I throw some clothes on, a T-shirt and shorts, and find Gabriel in the kitchen, looking through the fridge.

“You weren’t kidding,” he says. “You practically do have a year’s supply of frozen burritos.”

“I told you.” I shrug. “I already know the irony of owning a restaurant and not being able to cook. You don’t have to tell me.”

“OK, I won’t,” he chuckles as he turns around. “I’m making some coffee. I figure you might need it. It took you forever to fall asleep last night.”

I sniff at the freshly brewed coffee smell and glance at Gabe in appreciation.

“If I didn’t love you before, I do now,” I tell him jokingly. If I didn’t know better, I’d think that his knuckles just turned white as he gripped his coffee cup harder. But that can’t be right. I was just joking. Surely he knows that. I snatch a coffee cup from the rack and pour myself a cup.

“What should we do?” I ask dubiously. “We’re going to get awfully bored if we’re stuck here long.”

Gabriel lifts an eyebrow. “Seriously? We’re in a nice house on the edge of Lake Michigan. We’ll find something to do.”

I look around doubtfully. “You think this house is nice?” In my head I picture Pax and Mila’s palatial beach-side mansion. This place is a shack compared to theirs.

“Of course,” Gabriel answers. “You don’t?”

I shrug. “I don’t know. It was my parents’. I guess I haven’t given it much thought. When they died, Mila and I inherited it. Mila didn’t want it because she had a little apartment over her shop, so she let me have the house. I keep thinking that I need to renovate or something, to make it mine, but I haven’t gotten around to it.”

“You’ll get there,” Gabriel tells me knowingly. “When you’re ready.”

If that ever happens. It’s been four years.

But I don’t want to think about that.

“I want to go outside and look at the flooding,” I tell him as I push away from the table. “How close is it to the house?”

“Not very, at least not right now. Have you ever seen it get close?” Gabe asks as we walk out the front door. I nod.

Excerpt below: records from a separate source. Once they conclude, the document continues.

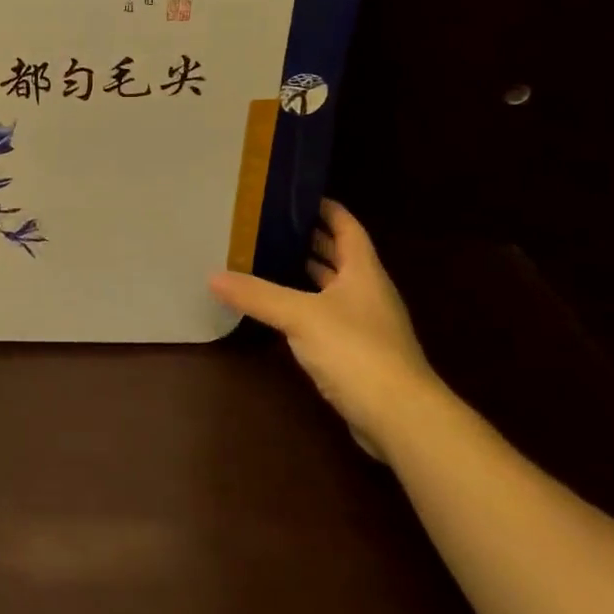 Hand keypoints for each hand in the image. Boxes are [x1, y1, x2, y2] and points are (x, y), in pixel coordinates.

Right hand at [209, 199, 438, 460]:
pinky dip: (307, 307)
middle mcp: (368, 292)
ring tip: (270, 260)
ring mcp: (367, 325)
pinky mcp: (360, 354)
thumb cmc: (356, 351)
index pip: (347, 226)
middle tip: (271, 226)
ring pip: (335, 288)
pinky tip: (283, 311)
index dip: (326, 208)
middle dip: (311, 239)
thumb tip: (213, 276)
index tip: (296, 196)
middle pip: (340, 256)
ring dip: (309, 274)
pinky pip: (329, 318)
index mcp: (363, 271)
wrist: (401, 417)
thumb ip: (258, 295)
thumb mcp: (300, 316) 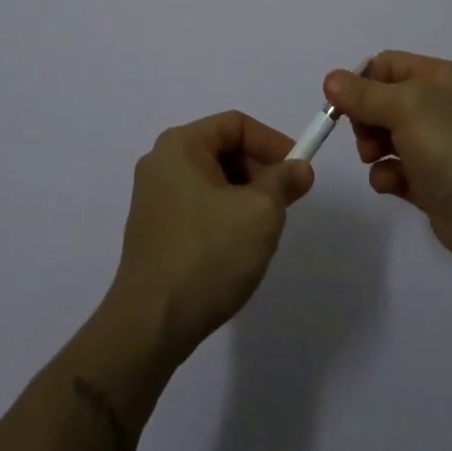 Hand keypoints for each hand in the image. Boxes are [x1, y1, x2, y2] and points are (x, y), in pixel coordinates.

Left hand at [107, 110, 313, 364]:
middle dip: (259, 171)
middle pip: (222, 150)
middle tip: (285, 201)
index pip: (235, 124)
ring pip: (212, 180)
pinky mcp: (152, 230)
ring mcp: (152, 197)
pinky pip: (197, 205)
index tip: (298, 170)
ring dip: (244, 195)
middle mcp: (160, 162)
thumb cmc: (208, 255)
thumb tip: (300, 168)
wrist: (150, 326)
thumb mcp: (260, 213)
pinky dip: (223, 214)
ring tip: (264, 228)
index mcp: (180, 145)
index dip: (272, 142)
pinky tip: (237, 247)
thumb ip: (284, 182)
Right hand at [324, 52, 451, 272]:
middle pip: (382, 101)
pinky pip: (396, 169)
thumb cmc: (450, 146)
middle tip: (363, 136)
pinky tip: (391, 184)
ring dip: (372, 148)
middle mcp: (438, 106)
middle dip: (365, 118)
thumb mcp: (404, 107)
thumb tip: (330, 79)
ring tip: (374, 160)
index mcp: (438, 77)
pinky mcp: (431, 181)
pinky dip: (387, 175)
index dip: (361, 82)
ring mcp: (436, 145)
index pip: (386, 65)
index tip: (343, 105)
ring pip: (386, 136)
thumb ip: (363, 94) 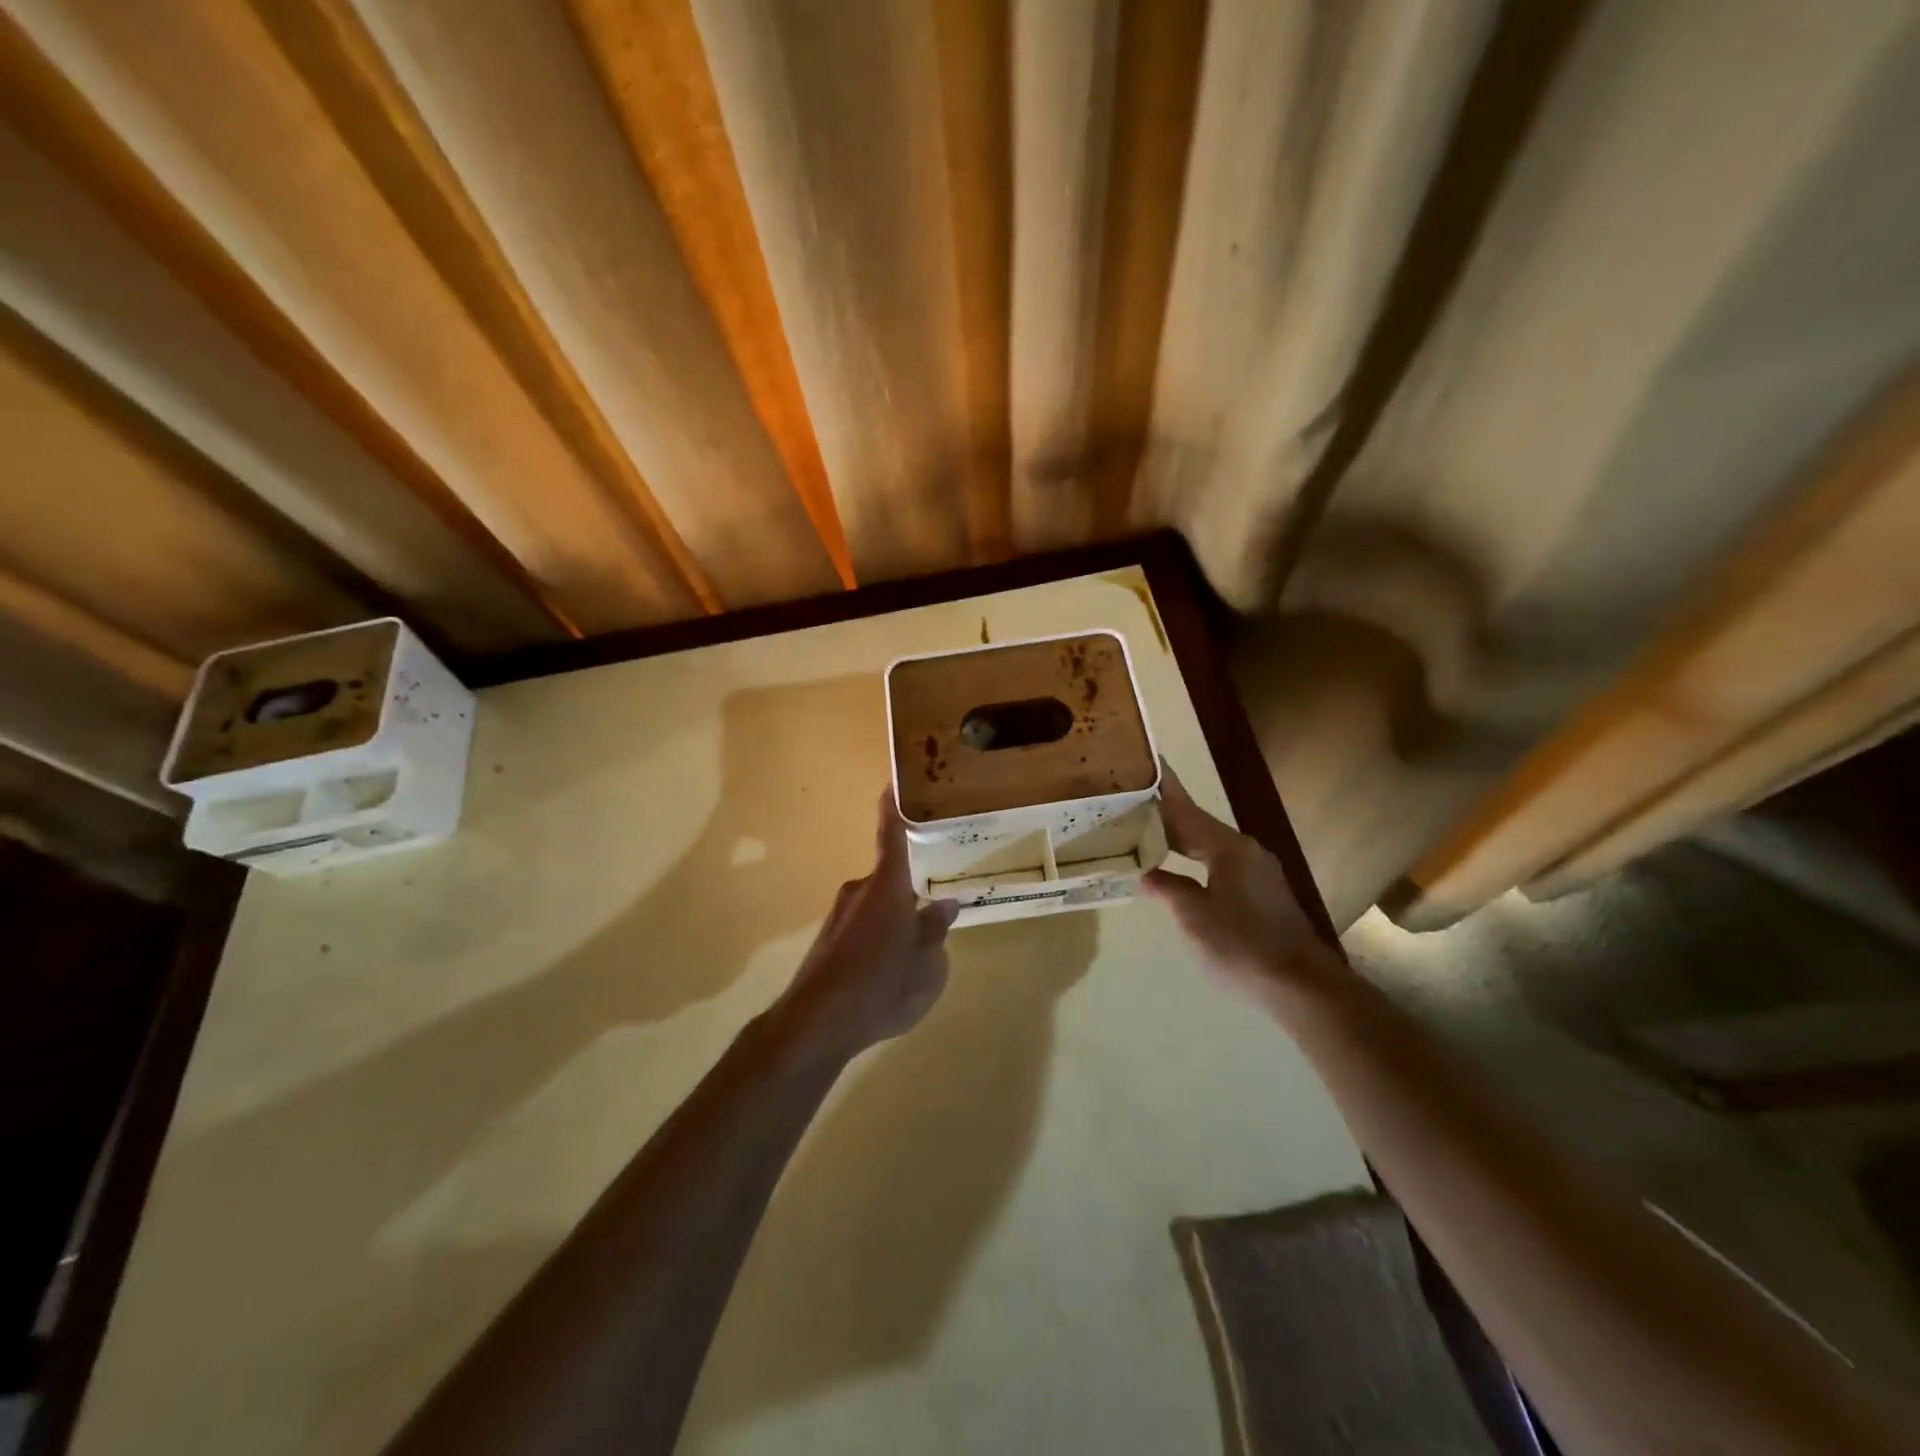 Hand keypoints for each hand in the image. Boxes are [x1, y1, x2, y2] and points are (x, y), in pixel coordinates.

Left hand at [774, 790, 961, 1062]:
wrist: (816, 1024)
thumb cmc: (882, 986)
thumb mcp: (927, 965)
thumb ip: (935, 931)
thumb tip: (945, 904)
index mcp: (887, 886)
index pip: (892, 834)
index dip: (894, 808)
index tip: (893, 781)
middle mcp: (860, 891)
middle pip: (891, 879)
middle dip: (911, 890)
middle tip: (936, 904)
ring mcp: (839, 916)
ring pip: (877, 907)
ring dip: (895, 921)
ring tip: (915, 953)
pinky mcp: (828, 941)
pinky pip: (863, 929)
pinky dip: (878, 941)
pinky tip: (888, 974)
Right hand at [1141, 765, 1345, 999]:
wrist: (1301, 986)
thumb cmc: (1242, 945)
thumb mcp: (1194, 917)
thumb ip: (1169, 889)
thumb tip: (1149, 875)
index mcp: (1228, 848)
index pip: (1188, 811)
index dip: (1166, 791)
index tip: (1150, 766)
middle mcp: (1246, 852)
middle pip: (1200, 827)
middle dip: (1168, 818)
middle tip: (1134, 807)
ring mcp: (1259, 874)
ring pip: (1212, 848)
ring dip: (1183, 841)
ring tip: (1151, 837)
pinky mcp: (1264, 896)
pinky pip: (1222, 866)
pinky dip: (1197, 862)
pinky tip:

“Once. Years ago. I think we still have those sandbags stacked in the basement.”

I suck in my breath as I step out on the front porch and take in the scene in front of me. There’s water everywhere.

Fast-moving water has completely covered my road, the kind you can’t drive through or it will carry your car away. The murky water is also lapping at the front edge of my lawn, watery fingers that are even now trying to grab at more ground, moving quickly toward absorbing everything between the road and my house.

“Holy shit,” I breathe.

“Where did you say those sandbags were?” Gabe looks down at me. “We’re gonna need them. That water has moved at least three feet toward your yard since I looked at it fifteen minutes ago.”

“The basement,” I tell him as I spin on my heel and dart toward the basement door. I jog down the steps and find everything just as my parents left it in my dad’s dark underground workshop. The sandbags line the very back wall, at least twenty rows of them.

“There was a bad flood ten years ago or so,” I tell Gabe as I grab one and haul it back toward the stairs. It’s heavy—probably fifty pounds, but Gabe grabs four of them easily. “Dad kept the sandbags in case we ever needed them again. They were a pain in the butt to fill up the first time. He figured we didn’t need to do it twice.”

“Smart.” Gabe nods. He acts like lugging two hundred pounds up the stairs is no problem at all. As we burst out the front door again, Gabe heads farther out than I would have expected.

Glancing over his shoulder, he tells me, “We’ve got to stack them a ways out. If we don’t and the water seeps through, it can actually cause more damage to your house by trapping the water.”

“That makes sense. How did you know that?” I ask curiously as I follow him, dropping the sandbag into place on the ground, starting a line. He shakes his head.

“I know stuff,” he answers wryly, as he lines his bags up with mine. “I’m smart like that.”

I don’t comment on that. Instead I wonder about what kinds of things he must’ve done when he was a Ranger as we head back into the basement for more bags.

We end up making more trips than I can count. With each trip the stairs seem a little steeper and the yard seems just a little farther from the house.

By the time we carry the last bags out and stack them around the perimeter, the wall of bags is four feet high. The water has crept forward by another two feet, and my arms and legs are shaking like leaves.